[TASK INPUT]
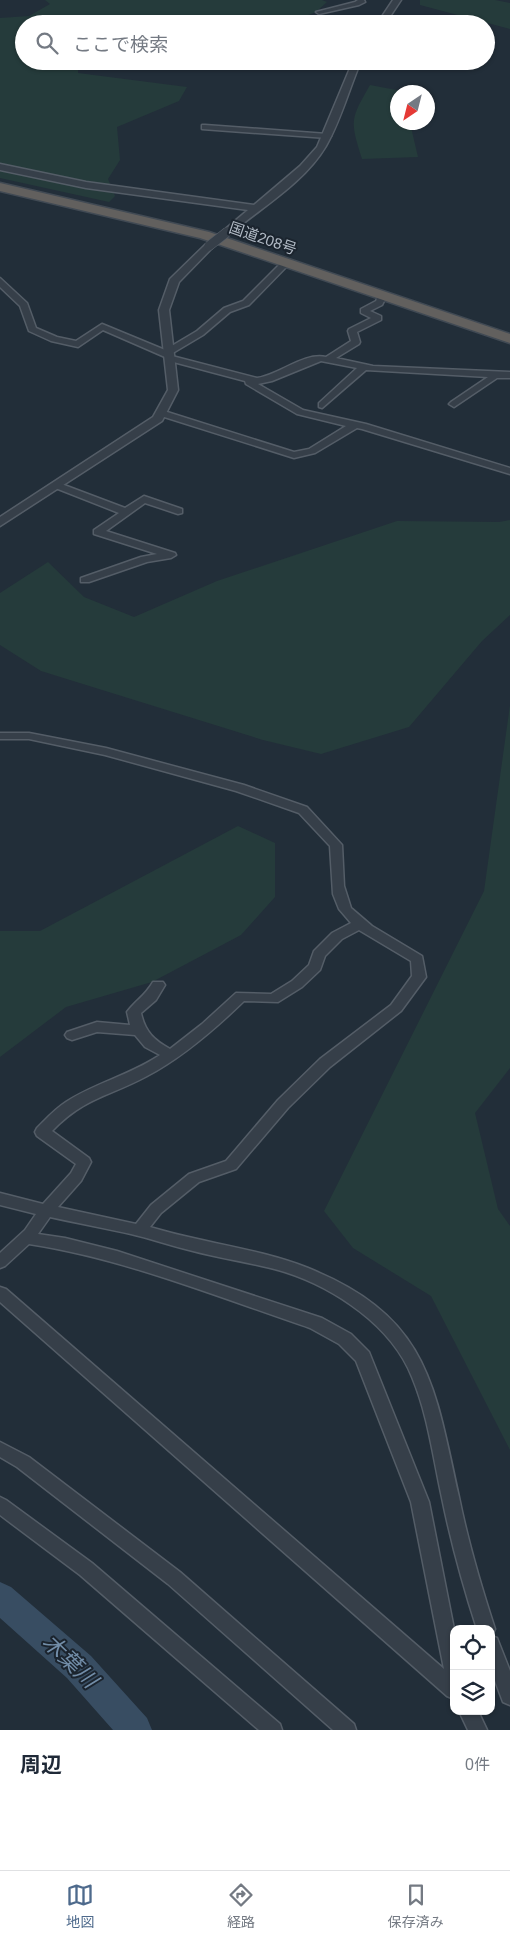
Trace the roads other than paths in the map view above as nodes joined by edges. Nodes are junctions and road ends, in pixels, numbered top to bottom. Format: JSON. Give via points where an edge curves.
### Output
{"nodes":[{"id":1,"x":361,"y":0,"type":"edge"},
{"id":2,"x":397,"y":0,"type":"edge"},
{"id":3,"x":319,"y":12,"type":"dead end"},
{"id":4,"x":387,"y":15,"type":"edge"},
{"id":5,"x":352,"y":70,"type":"edge"},
{"id":6,"x":205,"y":128,"type":"dead end"},
{"id":7,"x":327,"y":136,"type":"junction"},
{"id":8,"x":0,"y":167,"type":"edge"},
{"id":9,"x":0,"y":187,"type":"edge"},
{"id":10,"x":254,"y":208,"type":"junction"},
{"id":11,"x":286,"y":263,"type":"junction"},
{"id":12,"x":0,"y":280,"type":"edge"},
{"id":13,"x":383,"y":295,"type":"junction"},
{"id":14,"x":510,"y":339,"type":"edge"},
{"id":15,"x":168,"y":355,"type":"junction"},
{"id":16,"x":327,"y":360,"type":"junction"},
{"id":17,"x":363,"y":368,"type":"junction"},
{"id":18,"x":495,"y":374,"type":"junction"},
{"id":19,"x":510,"y":375,"type":"edge"},
{"id":20,"x":244,"y":379,"type":"junction"},
{"id":21,"x":510,"y":380,"type":"edge"},
{"id":22,"x":454,"y":404,"type":"dead end"},
{"id":23,"x":322,"y":405,"type":"dead end"},
{"id":24,"x":161,"y":414,"type":"junction"},
{"id":25,"x":355,"y":425,"type":"junction"},
{"id":26,"x":510,"y":471,"type":"edge"},
{"id":27,"x":56,"y":485,"type":"junction"},
{"id":28,"x":126,"y":512,"type":"junction"},
{"id":29,"x":178,"y":512,"type":"dead end"},
{"id":30,"x":0,"y":522,"type":"edge"},
{"id":31,"x":85,"y":580,"type":"dead end"},
{"id":32,"x":0,"y":736,"type":"edge"},
{"id":33,"x":361,"y":923,"type":"junction"},
{"id":34,"x":158,"y":986,"type":"dead end"},
{"id":35,"x":138,"y":1031,"type":"junction"},
{"id":36,"x":72,"y":1035,"type":"dead end"},
{"id":37,"x":171,"y":1055,"type":"junction"},
{"id":38,"x":0,"y":1199,"type":"edge"},
{"id":39,"x":45,"y":1212,"type":"junction"},
{"id":40,"x":140,"y":1229,"type":"junction"},
{"id":41,"x":26,"y":1238,"type":"junction"},
{"id":42,"x":0,"y":1262,"type":"edge"},
{"id":43,"x":0,"y":1294,"type":"edge"},
{"id":44,"x":0,"y":1449,"type":"edge"},
{"id":45,"x":0,"y":1505,"type":"edge"},
{"id":46,"x":485,"y":1625,"type":"edge"},
{"id":47,"x":453,"y":1670,"type":"edge"},
{"id":48,"x":497,"y":1680,"type":"edge"},
{"id":49,"x":450,"y":1687,"type":"edge"},
{"id":50,"x":510,"y":1696,"type":"edge"},
{"id":51,"x":470,"y":1715,"type":"edge"},
{"id":52,"x":273,"y":1730,"type":"edge"},
{"id":53,"x":347,"y":1730,"type":"edge"},
{"id":54,"x":478,"y":1730,"type":"edge"}],
"edges":[{"from":1,"to":3,"type":"street","via":[[357,4]]},
{"from":2,"to":4,"type":"street"},
{"from":5,"to":7,"type":"street"},
{"from":6,"to":7,"type":"street"},
{"from":7,"to":10,"type":"street","via":[[307,164]]},
{"from":8,"to":10,"type":"street","via":[[86,185]]},
{"from":9,"to":11,"type":"highway","name":"国道208号","via":[[175,227]]},
{"from":10,"to":15,"type":"street","bridge":true,"via":[[174,281],[164,310]]},
{"from":11,"to":13,"type":"highway","name":"国道208号"},
{"from":11,"to":15,"type":"street","via":[[246,303],[227,310]]},
{"from":12,"to":15,"type":"street","via":[[6,292],[26,308],[32,329],[42,335],[78,344],[102,327]]},
{"from":13,"to":14,"type":"highway","name":"国道208号"},
{"from":13,"to":16,"type":"street","via":[[379,303],[364,311],[378,318],[352,332],[356,342]]},
{"from":15,"to":20,"type":"street"},
{"from":15,"to":24,"type":"street","via":[[173,390]]},
{"from":16,"to":17,"type":"street"},
{"from":16,"to":20,"type":"street","via":[[315,359],[262,381]]},
{"from":17,"to":18,"type":"street"},
{"from":17,"to":23,"type":"street"},
{"from":18,"to":19,"type":"street"},
{"from":18,"to":21,"type":"street"},
{"from":18,"to":22,"type":"street","via":[[486,385]]},
{"from":20,"to":25,"type":"street","via":[[300,412]]},
{"from":24,"to":25,"type":"street","via":[[294,455],[312,450]]},
{"from":24,"to":27,"type":"street"},
{"from":25,"to":26,"type":"street"},
{"from":27,"to":28,"type":"street"},
{"from":27,"to":30,"type":"street"},
{"from":28,"to":29,"type":"street","via":[[144,499]]},
{"from":28,"to":31,"type":"street","via":[[98,532],[170,555],[145,559]]},
{"from":32,"to":33,"type":"street","via":[[28,736],[106,752],[240,788],[303,810],[336,845],[337,882],[345,910]]},
{"from":33,"to":37,"type":"street","via":[[337,936],[297,984],[273,1000],[241,996]]},
{"from":33,"to":40,"type":"street","via":[[417,959],[420,977],[396,1008],[325,1063],[283,1104],[231,1165],[194,1178],[156,1209]]},
{"from":34,"to":35,"type":"street","via":[[134,1012]]},
{"from":35,"to":36,"type":"street","via":[[102,1025],[87,1027]]},
{"from":35,"to":37,"type":"street","via":[[151,1044]]},
{"from":37,"to":39,"type":"street","via":[[142,1073],[69,1106],[42,1132],[84,1162],[76,1177]]},
{"from":38,"to":39,"type":"street"},
{"from":39,"to":40,"type":"street"},
{"from":39,"to":41,"type":"street"},
{"from":40,"to":46,"type":"street","via":[[188,1245],[220,1250],[303,1273],[363,1306],[400,1339],[420,1375]]},
{"from":41,"to":42,"type":"street"},
{"from":41,"to":47,"type":"street","via":[[73,1246],[161,1270],[316,1323],[345,1339],[363,1357],[420,1502]]},
{"from":43,"to":49,"type":"street"},
{"from":44,"to":53,"type":"street","via":[[23,1462],[174,1578]]},
{"from":45,"to":52,"type":"street","via":[[86,1569]]},
{"from":48,"to":50,"type":"street"},
{"from":51,"to":54,"type":"street"}]}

[PROBLEM TO SOLVE] From the entries above, collect every line with the string "dead" in it.

[EXERCISE ANSWER]
{"id":3,"x":319,"y":12,"type":"dead end"},
{"id":6,"x":205,"y":128,"type":"dead end"},
{"id":22,"x":454,"y":404,"type":"dead end"},
{"id":23,"x":322,"y":405,"type":"dead end"},
{"id":29,"x":178,"y":512,"type":"dead end"},
{"id":31,"x":85,"y":580,"type":"dead end"},
{"id":34,"x":158,"y":986,"type":"dead end"},
{"id":36,"x":72,"y":1035,"type":"dead end"},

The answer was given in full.